[thelist] What would you do?

Anthony Baratta Anthony at Baratta.com
Fri Jan 5 17:00:12 CST 2001

At 04:03 PM 1/5/2001 -0500, you wrote:

>If he sits there and does nothing, then his chances are zero, and he risks 
>being further badmouthed by the new shop as they screw it up more and 
>more, while the client sits there and agrees because they don't know any 


My philosophy is that no client is worth dying over. So this jades my 
thinking a bit. ;-)

I'm going through the same process that Matt is right now and the biggest 
obstacle to "winning" back the client is who is making the decisions to 
move to another company. Many times the person making the decision to 
switch is not your contact or "manager" for the project being taken away. 
Its someone above them. So by delineating problems with the new site is 1 - 
only preaching to the choir, 2 - endangering your contact's job with that 
company by giving the higher mucky-muck a black eye from a junior player.
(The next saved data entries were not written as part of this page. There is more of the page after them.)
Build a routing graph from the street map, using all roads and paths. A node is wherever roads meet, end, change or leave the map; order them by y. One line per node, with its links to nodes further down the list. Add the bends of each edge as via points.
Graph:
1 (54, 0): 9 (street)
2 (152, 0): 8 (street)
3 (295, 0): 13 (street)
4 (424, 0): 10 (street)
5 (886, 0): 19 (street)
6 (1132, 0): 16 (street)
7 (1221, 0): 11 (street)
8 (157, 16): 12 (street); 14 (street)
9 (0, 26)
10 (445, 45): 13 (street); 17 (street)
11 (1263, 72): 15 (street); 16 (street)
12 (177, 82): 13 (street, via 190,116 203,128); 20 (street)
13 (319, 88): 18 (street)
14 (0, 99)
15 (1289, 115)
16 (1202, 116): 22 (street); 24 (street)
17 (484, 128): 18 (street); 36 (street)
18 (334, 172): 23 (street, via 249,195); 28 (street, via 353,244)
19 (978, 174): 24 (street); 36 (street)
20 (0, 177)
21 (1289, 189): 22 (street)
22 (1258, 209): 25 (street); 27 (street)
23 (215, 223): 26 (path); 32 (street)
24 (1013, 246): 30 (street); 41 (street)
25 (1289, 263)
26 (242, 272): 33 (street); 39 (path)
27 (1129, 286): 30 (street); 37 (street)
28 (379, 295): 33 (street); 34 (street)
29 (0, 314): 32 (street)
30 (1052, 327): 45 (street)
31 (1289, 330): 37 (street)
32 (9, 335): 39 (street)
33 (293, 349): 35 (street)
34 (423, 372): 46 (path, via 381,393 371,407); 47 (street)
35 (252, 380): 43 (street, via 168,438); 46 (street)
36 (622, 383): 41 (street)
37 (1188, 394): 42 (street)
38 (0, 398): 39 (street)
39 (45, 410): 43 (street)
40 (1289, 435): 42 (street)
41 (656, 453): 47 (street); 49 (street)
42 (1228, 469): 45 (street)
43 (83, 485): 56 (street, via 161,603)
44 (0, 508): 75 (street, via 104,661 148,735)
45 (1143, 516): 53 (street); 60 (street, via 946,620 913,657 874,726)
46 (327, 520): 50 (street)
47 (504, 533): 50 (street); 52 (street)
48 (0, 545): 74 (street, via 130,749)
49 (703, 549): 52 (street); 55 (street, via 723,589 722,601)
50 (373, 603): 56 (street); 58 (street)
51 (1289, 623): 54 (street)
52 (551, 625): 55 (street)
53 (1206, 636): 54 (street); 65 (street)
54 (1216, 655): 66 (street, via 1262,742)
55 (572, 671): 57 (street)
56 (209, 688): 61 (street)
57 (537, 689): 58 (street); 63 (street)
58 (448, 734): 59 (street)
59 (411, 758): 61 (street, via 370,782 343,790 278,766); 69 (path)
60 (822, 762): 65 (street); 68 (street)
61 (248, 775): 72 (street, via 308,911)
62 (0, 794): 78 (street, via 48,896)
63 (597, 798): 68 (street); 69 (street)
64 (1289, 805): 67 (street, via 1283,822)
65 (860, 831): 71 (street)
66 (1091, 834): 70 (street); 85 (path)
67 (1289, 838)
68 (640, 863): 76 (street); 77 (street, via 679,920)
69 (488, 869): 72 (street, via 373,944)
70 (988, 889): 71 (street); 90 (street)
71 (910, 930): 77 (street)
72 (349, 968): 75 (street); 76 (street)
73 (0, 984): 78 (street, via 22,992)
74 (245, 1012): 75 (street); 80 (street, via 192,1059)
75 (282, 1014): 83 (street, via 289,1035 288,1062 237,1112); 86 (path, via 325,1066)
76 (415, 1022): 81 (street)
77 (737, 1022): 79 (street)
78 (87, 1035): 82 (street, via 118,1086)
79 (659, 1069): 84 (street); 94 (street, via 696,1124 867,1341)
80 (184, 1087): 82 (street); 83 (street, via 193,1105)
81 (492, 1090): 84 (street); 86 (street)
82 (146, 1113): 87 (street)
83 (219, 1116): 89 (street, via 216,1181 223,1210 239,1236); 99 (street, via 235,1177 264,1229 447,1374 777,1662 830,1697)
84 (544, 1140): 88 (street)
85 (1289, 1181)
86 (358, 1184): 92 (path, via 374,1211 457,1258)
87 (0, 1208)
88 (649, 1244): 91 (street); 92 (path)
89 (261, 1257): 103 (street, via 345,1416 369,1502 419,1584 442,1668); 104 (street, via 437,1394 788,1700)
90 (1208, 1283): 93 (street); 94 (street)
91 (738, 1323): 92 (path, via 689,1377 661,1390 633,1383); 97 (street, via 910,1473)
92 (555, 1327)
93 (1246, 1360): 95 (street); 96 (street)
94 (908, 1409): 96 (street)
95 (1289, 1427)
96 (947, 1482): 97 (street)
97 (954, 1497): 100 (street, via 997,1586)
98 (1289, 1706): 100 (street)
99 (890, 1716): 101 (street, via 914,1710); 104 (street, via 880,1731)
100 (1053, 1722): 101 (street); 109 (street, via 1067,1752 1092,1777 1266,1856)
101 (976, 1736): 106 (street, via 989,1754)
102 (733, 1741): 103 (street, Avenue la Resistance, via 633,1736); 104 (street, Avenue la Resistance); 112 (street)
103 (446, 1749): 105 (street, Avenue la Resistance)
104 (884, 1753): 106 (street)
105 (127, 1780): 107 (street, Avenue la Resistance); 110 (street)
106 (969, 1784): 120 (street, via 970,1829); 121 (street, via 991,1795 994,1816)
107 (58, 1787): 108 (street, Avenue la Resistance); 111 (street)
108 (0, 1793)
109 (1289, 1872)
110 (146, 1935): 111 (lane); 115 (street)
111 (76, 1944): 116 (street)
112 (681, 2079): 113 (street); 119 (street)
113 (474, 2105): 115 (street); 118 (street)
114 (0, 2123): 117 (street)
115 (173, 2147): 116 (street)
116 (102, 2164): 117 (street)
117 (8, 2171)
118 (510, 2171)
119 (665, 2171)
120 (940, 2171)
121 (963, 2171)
Like I mentioned previously, there are egos involved with this decision and 
most likely they are not the same people you deal with on a day to day 
basis or even dealt with to sign the initial contract. Besides 4 years is a 
long time to have a client in "our" business, and most likely if the client 
can not see value in that relationship (even now after the botched job), 
then it might be time to sever the relationship.

Granted its too easy to say "flee" or "fight" and one answer does not fit 
all - but my experience in dealing with these types of relationships have 
taught me to stay way. In my eager youth (gwad am I really saying that??) 
my thinking was "the right thing matters most". My current thinking is that 
"the right thing matters, but Machiavelli was right - the do-gooders get 
knifed. Do the right thing, but watch out for the political ramifications."

In this case, it's keep your channels at the philandering company open. 
Send them the requisite propaganda and contact them about new products you 
are offering. Beyond that (e.g. showing them they are stupid for making the 
choice they did) is potentially sacrificing any good will you have. Because 
no matter how professional you are, that's what you are doing. Its like 
taking a dog and rubbing its nose in its own "mistake".